■ Work order:
Each record must be repeated exactly. None may be dropped.

■ Listed entries:
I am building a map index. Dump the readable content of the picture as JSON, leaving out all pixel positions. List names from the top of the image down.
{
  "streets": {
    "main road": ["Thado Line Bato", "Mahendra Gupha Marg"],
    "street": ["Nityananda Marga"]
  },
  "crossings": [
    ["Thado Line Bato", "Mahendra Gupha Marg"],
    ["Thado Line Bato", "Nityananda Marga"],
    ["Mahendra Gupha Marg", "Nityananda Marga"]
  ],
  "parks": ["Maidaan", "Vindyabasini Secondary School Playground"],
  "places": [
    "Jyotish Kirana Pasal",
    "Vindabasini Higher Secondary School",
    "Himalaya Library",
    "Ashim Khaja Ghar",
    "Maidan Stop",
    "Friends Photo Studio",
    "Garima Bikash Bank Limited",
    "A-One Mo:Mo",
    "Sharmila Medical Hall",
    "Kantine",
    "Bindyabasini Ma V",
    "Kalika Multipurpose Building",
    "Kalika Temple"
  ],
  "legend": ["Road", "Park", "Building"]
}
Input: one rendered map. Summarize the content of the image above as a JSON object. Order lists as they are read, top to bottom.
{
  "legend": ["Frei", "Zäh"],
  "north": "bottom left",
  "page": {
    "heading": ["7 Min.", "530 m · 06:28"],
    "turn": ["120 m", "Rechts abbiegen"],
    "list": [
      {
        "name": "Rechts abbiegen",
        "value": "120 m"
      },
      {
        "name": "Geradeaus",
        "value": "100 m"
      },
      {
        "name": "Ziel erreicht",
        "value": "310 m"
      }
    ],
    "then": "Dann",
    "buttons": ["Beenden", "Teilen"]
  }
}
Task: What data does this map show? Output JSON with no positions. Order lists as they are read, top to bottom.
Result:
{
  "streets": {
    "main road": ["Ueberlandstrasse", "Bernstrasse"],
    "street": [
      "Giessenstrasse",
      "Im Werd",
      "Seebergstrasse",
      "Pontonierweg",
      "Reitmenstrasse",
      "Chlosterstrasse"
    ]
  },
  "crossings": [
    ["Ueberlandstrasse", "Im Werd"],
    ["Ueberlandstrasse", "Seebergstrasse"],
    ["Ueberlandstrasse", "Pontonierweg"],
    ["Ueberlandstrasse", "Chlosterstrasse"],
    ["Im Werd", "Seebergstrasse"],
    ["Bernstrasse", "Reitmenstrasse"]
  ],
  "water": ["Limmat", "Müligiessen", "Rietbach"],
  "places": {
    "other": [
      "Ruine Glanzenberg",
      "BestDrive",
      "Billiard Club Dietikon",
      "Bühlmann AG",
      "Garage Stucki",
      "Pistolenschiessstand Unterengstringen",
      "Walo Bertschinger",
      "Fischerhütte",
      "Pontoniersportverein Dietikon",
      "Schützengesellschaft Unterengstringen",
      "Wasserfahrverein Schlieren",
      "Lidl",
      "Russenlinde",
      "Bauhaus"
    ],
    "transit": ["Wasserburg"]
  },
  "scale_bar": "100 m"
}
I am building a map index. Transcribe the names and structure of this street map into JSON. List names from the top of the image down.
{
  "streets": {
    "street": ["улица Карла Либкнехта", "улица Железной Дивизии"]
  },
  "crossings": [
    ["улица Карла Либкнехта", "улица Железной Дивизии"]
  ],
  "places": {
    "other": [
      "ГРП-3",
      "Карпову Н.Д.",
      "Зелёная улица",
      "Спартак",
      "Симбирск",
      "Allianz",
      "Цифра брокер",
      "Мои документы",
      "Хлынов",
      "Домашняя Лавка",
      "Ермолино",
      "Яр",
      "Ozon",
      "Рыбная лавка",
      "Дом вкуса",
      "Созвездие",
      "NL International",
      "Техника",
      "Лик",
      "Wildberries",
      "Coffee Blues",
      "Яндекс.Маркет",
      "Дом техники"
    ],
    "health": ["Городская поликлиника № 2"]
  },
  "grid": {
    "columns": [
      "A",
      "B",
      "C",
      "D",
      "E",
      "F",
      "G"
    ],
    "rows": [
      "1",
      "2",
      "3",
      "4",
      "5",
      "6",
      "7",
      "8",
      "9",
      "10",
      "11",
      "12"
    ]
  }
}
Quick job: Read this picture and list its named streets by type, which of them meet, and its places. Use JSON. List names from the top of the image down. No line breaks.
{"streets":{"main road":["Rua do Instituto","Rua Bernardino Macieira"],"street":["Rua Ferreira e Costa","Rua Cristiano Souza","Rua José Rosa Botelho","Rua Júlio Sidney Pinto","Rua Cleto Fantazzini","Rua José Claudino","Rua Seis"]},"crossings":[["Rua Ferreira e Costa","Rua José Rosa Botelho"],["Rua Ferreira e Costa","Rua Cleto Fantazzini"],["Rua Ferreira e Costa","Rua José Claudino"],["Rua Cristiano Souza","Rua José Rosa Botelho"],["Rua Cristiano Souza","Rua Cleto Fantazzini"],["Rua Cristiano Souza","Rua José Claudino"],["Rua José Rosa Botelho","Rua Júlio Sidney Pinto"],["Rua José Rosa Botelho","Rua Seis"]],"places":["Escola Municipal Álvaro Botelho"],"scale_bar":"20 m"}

■ Response to the task:
I am building a map index. Dump the readable content of the picture as JSON, leaving out all pixel positions. List names from the top of the image down.
{
  "streets": {
    "main road": ["Thado Line Bato", "Mahendra Gupha Marg"],
    "street": ["Nityananda Marga"]
  },
  "crossings": [
    ["Thado Line Bato", "Mahendra Gupha Marg"],
    ["Thado Line Bato", "Nityananda Marga"],
    ["Mahendra Gupha Marg", "Nityananda Marga"]
  ],
  "parks": ["Maidaan", "Vindyabasini Secondary School Playground"],
  "places": [
    "Jyotish Kirana Pasal",
    "Vindabasini Higher Secondary School",
    "Himalaya Library",
    "Ashim Khaja Ghar",
    "Maidan Stop",
    "Friends Photo Studio",
    "Garima Bikash Bank Limited",
    "A-One Mo:Mo",
    "Sharmila Medical Hall",
    "Kantine",
    "Bindyabasini Ma V",
    "Kalika Multipurpose Building",
    "Kalika Temple"
  ],
  "legend": ["Road", "Park", "Building"]
}
Input: one rendered map. Summarize the content of the image above as a JSON object. Order lists as they are read, top to bottom.
{
  "legend": ["Frei", "Zäh"],
  "north": "bottom left",
  "page": {
    "heading": ["7 Min.", "530 m · 06:28"],
    "turn": ["120 m", "Rechts abbiegen"],
    "list": [
      {
        "name": "Rechts abbiegen",
        "value": "120 m"
      },
      {
        "name": "Geradeaus",
        "value": "100 m"
      },
      {
        "name": "Ziel erreicht",
        "value": "310 m"
      }
    ],
    "then": "Dann",
    "buttons": ["Beenden", "Teilen"]
  }
}
Task: What data does this map show? Output JSON with no positions. Order lists as they are read, top to bottom.
Result:
{
  "streets": {
    "main road": ["Ueberlandstrasse", "Bernstrasse"],
    "street": [
      "Giessenstrasse",
      "Im Werd",
      "Seebergstrasse",
      "Pontonierweg",
      "Reitmenstrasse",
      "Chlosterstrasse"
    ]
  },
  "crossings": [
    ["Ueberlandstrasse", "Im Werd"],
    ["Ueberlandstrasse", "Seebergstrasse"],
    ["Ueberlandstrasse", "Pontonierweg"],
    ["Ueberlandstrasse", "Chlosterstrasse"],
    ["Im Werd", "Seebergstrasse"],
    ["Bernstrasse", "Reitmenstrasse"]
  ],
  "water": ["Limmat", "Müligiessen", "Rietbach"],
  "places": {
    "other": [
      "Ruine Glanzenberg",
      "BestDrive",
      "Billiard Club Dietikon",
      "Bühlmann AG",
      "Garage Stucki",
      "Pistolenschiessstand Unterengstringen",
      "Walo Bertschinger",
      "Fischerhütte",
      "Pontoniersportverein Dietikon",
      "Schützengesellschaft Unterengstringen",
      "Wasserfahrverein Schlieren",
      "Lidl",
      "Russenlinde",
      "Bauhaus"
    ],
    "transit": ["Wasserburg"]
  },
  "scale_bar": "100 m"
}
I am building a map index. Transcribe the names and structure of this street map into JSON. List names from the top of the image down.
{
  "streets": {
    "street": ["улица Карла Либкнехта", "улица Железной Дивизии"]
  },
  "crossings": [
    ["улица Карла Либкнехта", "улица Железной Дивизии"]
  ],
  "places": {
    "other": [
      "ГРП-3",
      "Карпову Н.Д.",
      "Зелёная улица",
      "Спартак",
      "Симбирск",
      "Allianz",
      "Цифра брокер",
      "Мои документы",
      "Хлынов",
      "Домашняя Лавка",
      "Ермолино",
      "Яр",
      "Ozon",
      "Рыбная лавка",
      "Дом вкуса",
      "Созвездие",
      "NL International",
      "Техника",
      "Лик",
      "Wildberries",
      "Coffee Blues",
      "Яндекс.Маркет",
      "Дом техники"
    ],
    "health": ["Городская поликлиника № 2"]
  },
  "grid": {
    "columns": [
      "A",
      "B",
      "C",
      "D",
      "E",
      "F",
      "G"
    ],
    "rows": [
      "1",
      "2",
      "3",
      "4",
      "5",
      "6",
      "7",
      "8",
      "9",
      "10",
      "11",
      "12"
    ]
  }
}
Quick job: Read this picture and list its named streets by type, which of them meet, and its places. Use JSON. List names from the top of the image down. No line breaks.
{"streets":{"main road":["Rua do Instituto","Rua Bernardino Macieira"],"street":["Rua Ferreira e Costa","Rua Cristiano Souza","Rua José Rosa Botelho","Rua Júlio Sidney Pinto","Rua Cleto Fantazzini","Rua José Claudino","Rua Seis"]},"crossings":[["Rua Ferreira e Costa","Rua José Rosa Botelho"],["Rua Ferreira e Costa","Rua Cleto Fantazzini"],["Rua Ferreira e Costa","Rua José Claudino"],["Rua Cristiano Souza","Rua José Rosa Botelho"],["Rua Cristiano Souza","Rua Cleto Fantazzini"],["Rua Cristiano Souza","Rua José Claudino"],["Rua José Rosa Botelho","Rua Júlio Sidney Pinto"],["Rua José Rosa Botelho","Rua Seis"]],"places":["Escola Municipal Álvaro Botelho"],"scale_bar":"20 m"}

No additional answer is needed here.